Golden Image or Foil Ball?
The essential basis of running services in “the cloud” is that they run in virtual machines, which come with their own idioms and practices for managing them. One of the mainstays of managing virtual machines (’VMs’) uses what’s called ‘golden images’. These are images built up complete with the services they’re supposed to run, so that you can just start them and they’ll immediately join the network and do whatever it is they’re supposed to do.
As the post title suggests, though, I think ‘foil ball’ is a more appropriate term.
You have significant problems when you rely on golden images: Image sprawl, updating your images, and image state vs. running state.
Image sprawl is what you get when the number of images (not running virtual machines) you have grows to an essentially unmaintainable figure. Let’s start with a simple LAMP stack: At the least, you’ll have a separate image for your web, database, and application servers. Oh, except you probably need a load balancer image. If you have any support services like DNS, you need an image for those. And so on. You soon find that you have a separate image for every service you provide.

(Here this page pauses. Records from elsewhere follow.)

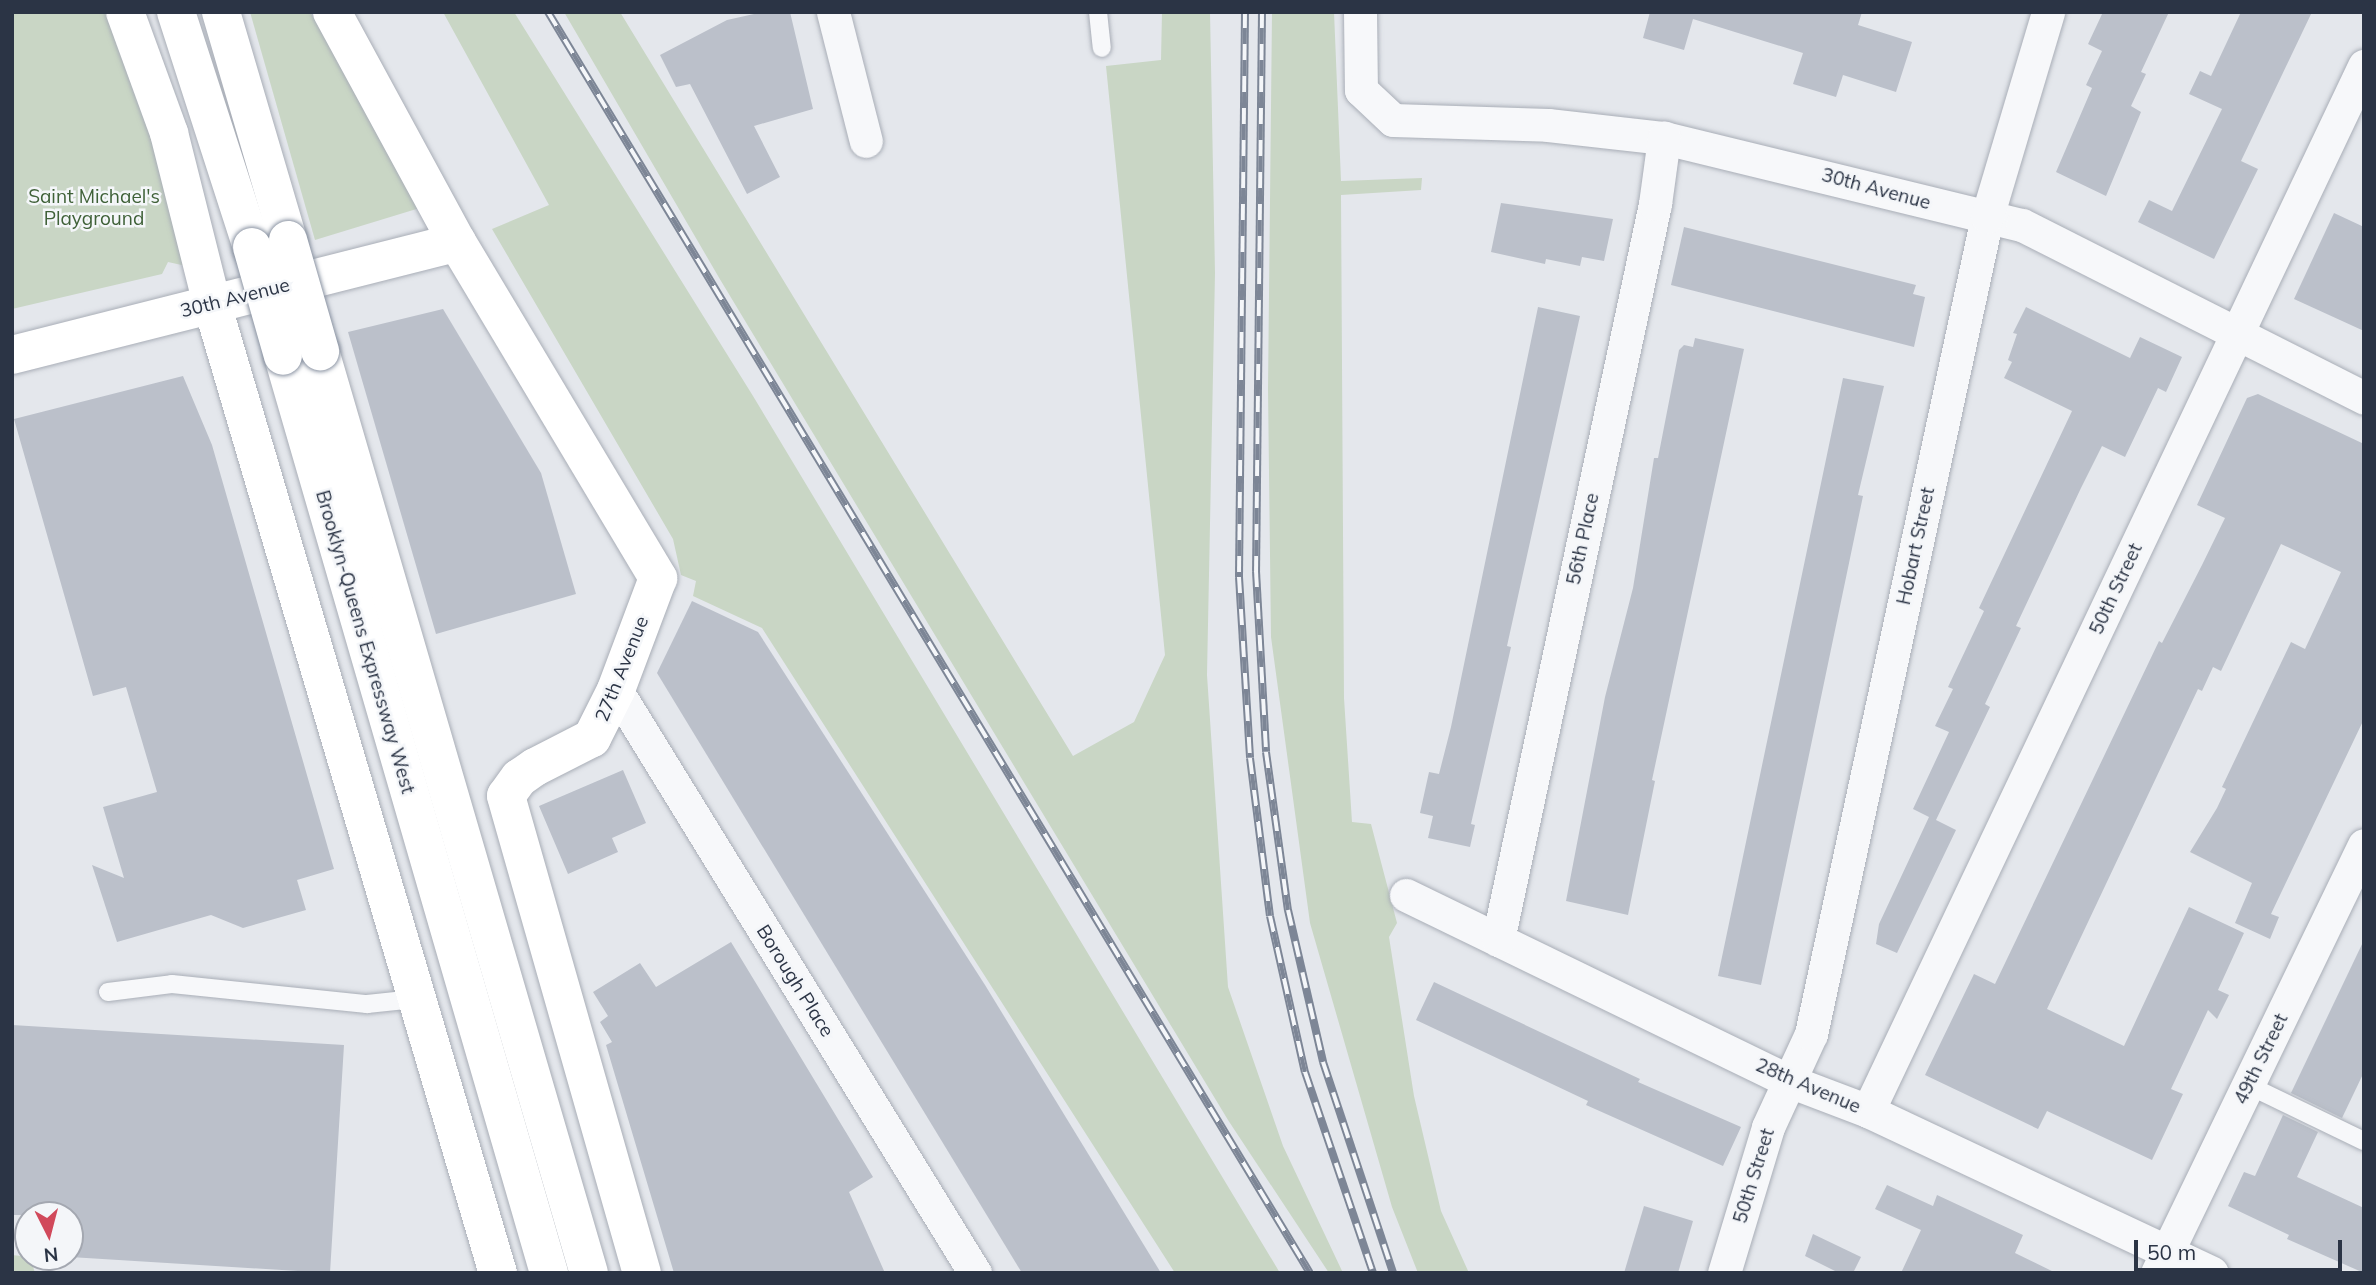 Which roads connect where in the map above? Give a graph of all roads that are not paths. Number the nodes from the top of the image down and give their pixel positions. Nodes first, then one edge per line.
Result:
1 (125, 12) edge
2 (176, 12) edge
3 (221, 12) edge
4 (332, 12) edge
5 (833, 12) edge
6 (1098, 12) edge
7 (1360, 12) edge
8 (2048, 12) edge
9 (1102, 48) dead end
10 (2364, 66) edge
11 (1664, 138) junction
12 (866, 141) dead end
13 (1987, 216) junction
14 (457, 242) junction
15 (270, 244) junction
16 (212, 304) junction
17 (2236, 335) junction
18 (301, 354) junction
19 (12, 355) edge
20 (2364, 398) edge
21 (616, 690) junction
22 (2364, 845) edge
23 (1406, 895) dead end
24 (1498, 940) junction
25 (108, 992) dead end
26 (415, 999) junction
27 (1789, 1081) junction
28 (2248, 1085) junction
29 (1868, 1111) junction
30 (2364, 1141) edge
31 (2162, 1262) edge
32 (498, 1273) edge
33 (549, 1273) edge
34 (589, 1273) edge
35 (642, 1273) edge
36 (975, 1273) edge
37 (1724, 1273) edge
38 (2212, 1273) edge

1 - 16 main road
2 - 15 main road, Brooklyn-Queens Expressway West
3 - 15 main road, Brooklyn-Queens Expressway West
4 - 14 main road
5 - 12 street
6 - 9 lane
7 - 11 street, 30th Avenue
8 - 13 street, Hobart Street
10 - 17 street, 50th Street
11 - 13 street, 30th Avenue
11 - 24 street, 56th Place
13 - 17 street, 30th Avenue
13 - 27 street, Hobart Street
14 - 16 main road, 30th Avenue
14 - 21 main road, 27th Avenue
15 - 18 main road, Brooklyn-Queens Expressway West, bridge
16 - 19 main road, 30th Avenue
16 - 26 main road
17 - 20 street, 30th Avenue
17 - 29 street, 50th Street
18 - 33 main road, Brooklyn-Queens Expressway West
18 - 34 main road, Brooklyn-Queens Expressway West
21 - 35 main road, 27th Avenue
21 - 36 street, Borough Place
22 - 28 street, 49th Street
23 - 24 street, 28th Avenue
24 - 27 street, 28th Avenue
25 - 26 lane
26 - 32 main road
27 - 29 street, 28th Avenue
27 - 37 street, 50th Street
28 - 30 lane
28 - 31 street, 49th Street
29 - 31 street, 28th Avenue
31 - 38 street, 28th Avenue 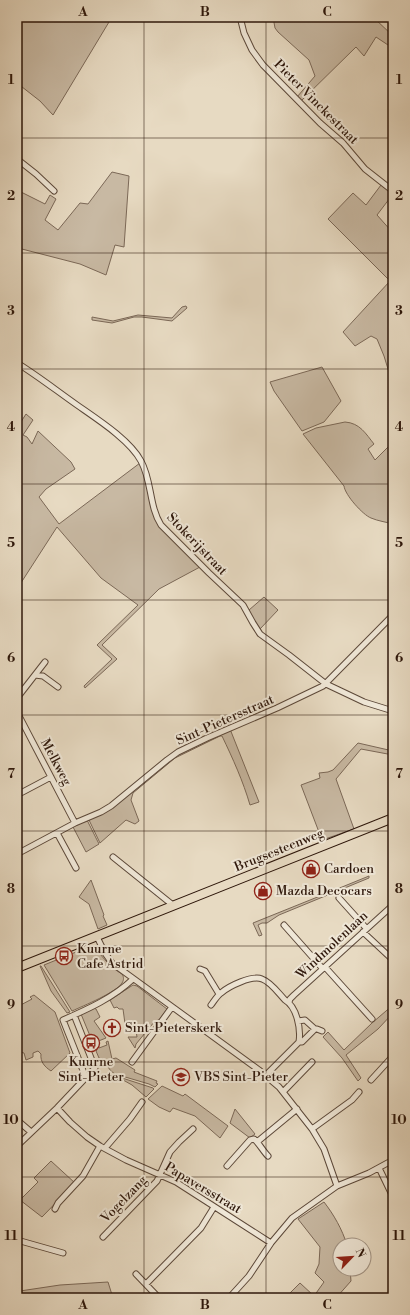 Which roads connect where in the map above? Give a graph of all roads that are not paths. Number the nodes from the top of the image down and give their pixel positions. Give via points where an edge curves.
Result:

Now that you’ve got this image sprawl, you run into the next issue: Updating these images is relatively expensive, and nearly always results in redundancy. It’s expensive because even trivial changes require a full image rebuild, which is itself a bit complicated. The redundancy comes because you *still* have to do some work on the image once it’s booted as a server, even if it’s minimal. So now you’ve got this complicated image generation process that has some kind of overlap with a simple on-server management process. Another kind of redundancy arrives when you make a change that affects multiple images (e.g., upgrading the same package, or performing the same configuration change): you have to make this change to each of these images separately.
Oh, and by the way - this updating process is usually completely unrelated to the process you use to update your non-image machines. Because hey, if a little bit of redundancy is good, then redundant redundancy is especially awesome.
Say you managed all of that, though, and all of your images are correctly updated all of the time. Great, now you just have to reboot every machine on your network to take advantage of the new changes. Of course, this isn’t exactly feasible for every machine all the time, which means you’ve got drift between the desired and actual configuration state.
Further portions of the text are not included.